When we laid down our new datastores, I wanted to avoid adding extents, so made the LUNs 1 TB. That’s as big as I dared to avoid using extents in datastores, but is probably too big for our little installation.

I noticed that our datastores were getting to about 90% utilized, so I added a new LUN and datastore. When I mentioned in our team meeting that I had added a datastore we had a somewhat heated discussion. My teammate really wanted to resize the LUN and add extents to the datastore. I pointed out that I didn’t think that was the best practice and 3 or 4 datastores isn’t really a lot to manage.

So, why not just use one datastore per storage array? The big argument seems to be that people add a second LUN, then extend the datastore to the new LUN. The down-side of this is that if one LUN goes off-line, all the associated data is unavailable. VMWare will try to keep all the data for each VM on one extent, but it’s not always successful. So, if one LUN goes offline, best case is only some of your VMs are affected. Less ideally, they lose part of their data and more VMs are impacted or are running in a state where some of the storage isn’t available. Or, if the failed LUN is the first LUN (the Master Extent), the whole datastore goes offline. At least the architecture allows for a datastore to survive losing an extent under ideal circumstances.

What’s less apparent is the performance hit of multiple VMs and ESX hosts accessing one large LUN. With a lot of VMs generating I/Os you can exceed the disk queues, which default to 32 operations per LUN, for the datastore. Adding more LUNs to the datastore DOES increase the number of queue slots for the whole datastore. And that would be a good thing, assuming the data is equally distributed across all the LUNs, which is not going to be the case.

And, similar to inode locking in a filesystem, shared storage has to contend with volume locking. Multiple systems can read from the same LUN with no problem. But when a write occurs, the volume is locked by one host until the write is committed. Any other host trying to do a write gets a signal that there is a lock and has to wait for the lock to be released. On modern disk arrays, with write caching, this should be very fast; but it’s not ideal.

So, to avoid write locking you can try to keep all your servers on one datastore. But, that’s not really practical long-term as VMs get migrated between hosts. Or, you can minimize the number of VMs that are using each datastore. In addition to keeping the number of VMs/datastore low, a strategy to consider is to mix heavy I/O VMs with VMs that have low I/O requirements; which will help manage the queue depth for each LUN.

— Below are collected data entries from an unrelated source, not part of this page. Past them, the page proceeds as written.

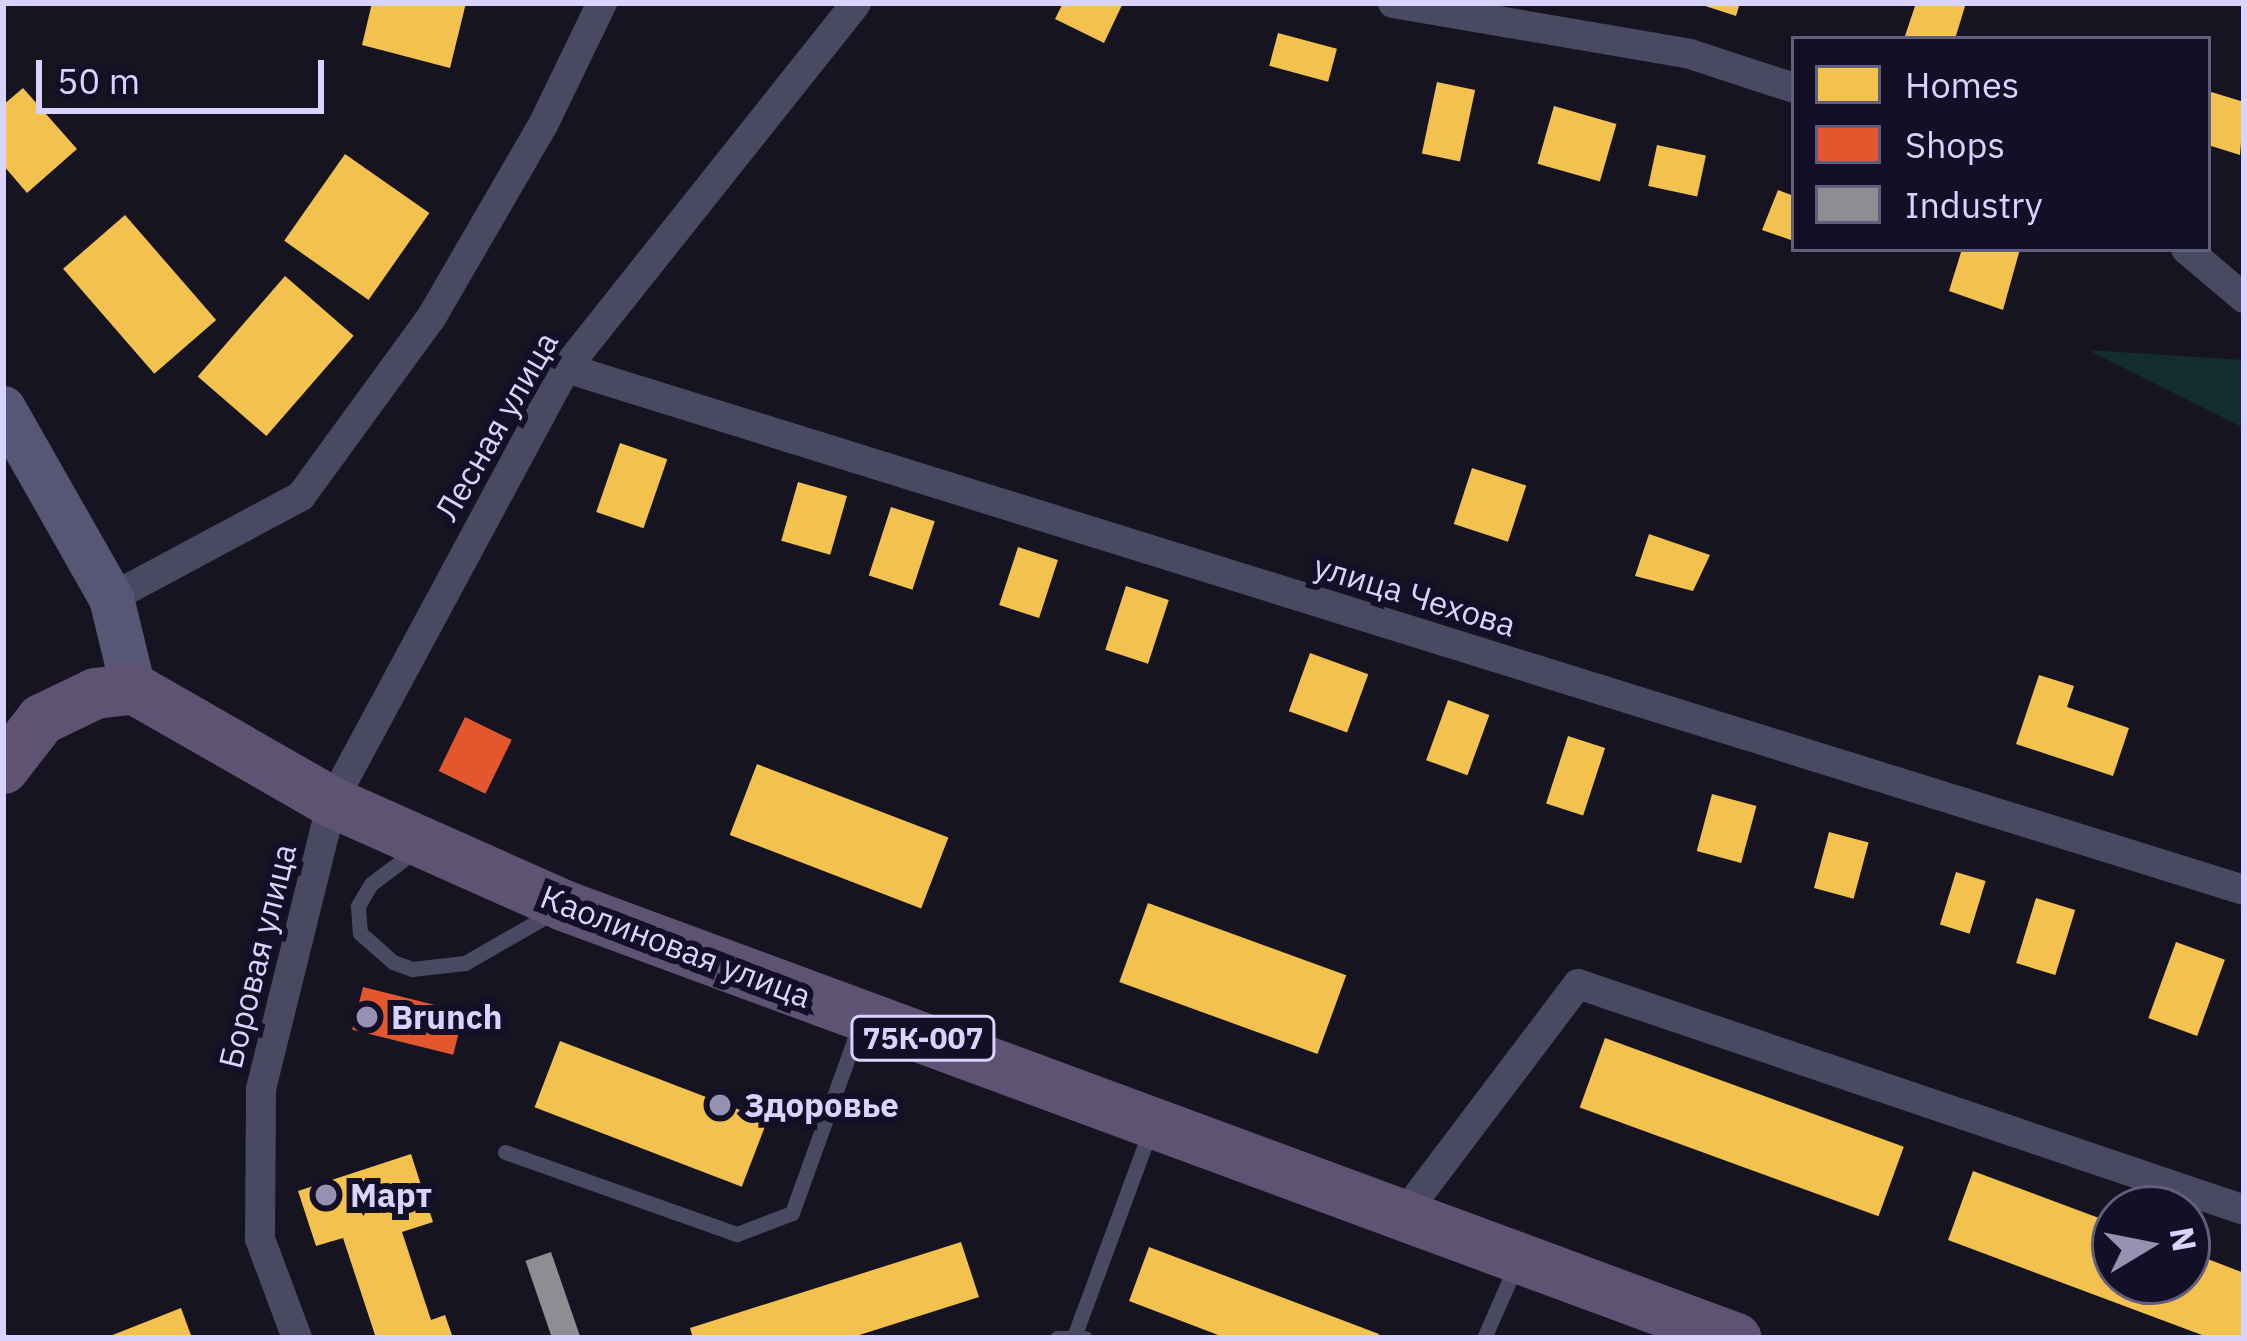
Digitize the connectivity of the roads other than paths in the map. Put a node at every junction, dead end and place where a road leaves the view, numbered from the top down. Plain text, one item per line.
1 (856, 3) edge
2 (1393, 3) edge
3 (606, 5) edge
4 (1791, 87) edge
5 (2190, 252) edge
6 (2244, 298) edge
7 (566, 368) junction
8 (3, 408) edge
9 (111, 598) junction
10 (133, 688) junction
11 (3, 768) edge
12 (332, 802) junction
13 (423, 844) junction
14 (2244, 890) edge
15 (563, 905) junction
16 (862, 1016) junction
17 (1154, 1121) junction
18 (505, 1152) dead end
19 (2244, 1210) edge
20 (1401, 1218) junction
21 (1518, 1260) junction
22 (1072, 1337) edge
23 (297, 1338) edge
24 (1484, 1338) edge
25 (1736, 1338) edge

1 - 7 street, Лесная улица
2 - 4 street
3 - 9 street
5 - 6 street
7 - 12 street, Лесная улица
7 - 14 street, улица Чехова
8 - 9 street
9 - 10 street
10 - 11 main road
10 - 12 main road, Каолиновая улица / 75К-007
12 - 13 main road, Каолиновая улица / 75К-007
12 - 23 street, Боровая улица
13 - 15 main road, Каолиновая улица / 75К-007
13 - 15 lane
15 - 16 main road, Каолиновая улица / 75К-007
16 - 17 main road, Каолиновая улица / 75К-007
16 - 18 lane
17 - 20 main road, Каолиновая улица / 75К-007
17 - 22 lane
19 - 20 street
20 - 21 main road, Каолиновая улица / 75К-007
21 - 24 lane
21 - 25 main road, Каолиновая улица / 75К-007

How many VMs is too many per datastore? Depends on your environment. I’ve seen recommendations ranging from 12 to 30. If you have a lot of static web servers that don’t do any real writes, you can get away with lots. If you have Oracle or MS SQL servers that do a lot of I/O, including writes, keep the numbers low. You can log into the ESX host and run exstop and hit “u”. There are lots of interesting fields in here. CMDS/s, READS/s, WRITES/s, and so on. Check the QUED field to see the current number of queu slots in use.

A good rundown on this is Mastering VMware VSphere 4. Recommendations from the book: single extend VMFS datastores per LUN, don’t add extents just because you don’t want to manage another datastore, but go ahead and span a VMFS datastore if you need really high I/O or really big datastores.

I have another take on it. Always use one LUN per datastore. The argument that datastores backed my multiple LUNs give better performance is a little flawed because VMWare tries to allocate all the storage associated with one VM on one extent. If you need high I/O assign a LUN from each datastore, then separate the data logically on the VM. You get to leverage more disk queue slots by bringing in more LUNs per VM, the datastores are a single LUN which is easy to manage and maintain, and LUN locking is less of an issue with smaller datastores. And, while you do end up with more datastores, it’s not that big of a deal to manage.

The down-side, and there usually is one, is that you’re back to relying on more pieces that could go wrong. If you spread the data across multiple datastores, and a datastore goes offline, that VM is impacted. It’s really about the same exposure you have with using multiple LUNs per datastore. If the LUN your data is on goes down, your data is unavailable. So plan your DR and availability schemes accordingly.

TSM Full-VM Image Backup With VStore API

As a request from one of our VMWare admins, I’ve started testing the VMWare image backups. In the past, we’ve installed the regular backup/archive client on each VMWare guest OS. This has let us standardize our install regardless of if it’s a virtual or physical server. This doesn’t allow you to take a full snapshot of a VM, instead you have to rely on your baremetal recover procedures just as if it was a physical server.

Unfortunately, an application admin messed up a server, almost beyond repair. If the VMWare admins had been made aware of the work, they could have generated a snapshot just before the work started, and recovering would have been quick and simple.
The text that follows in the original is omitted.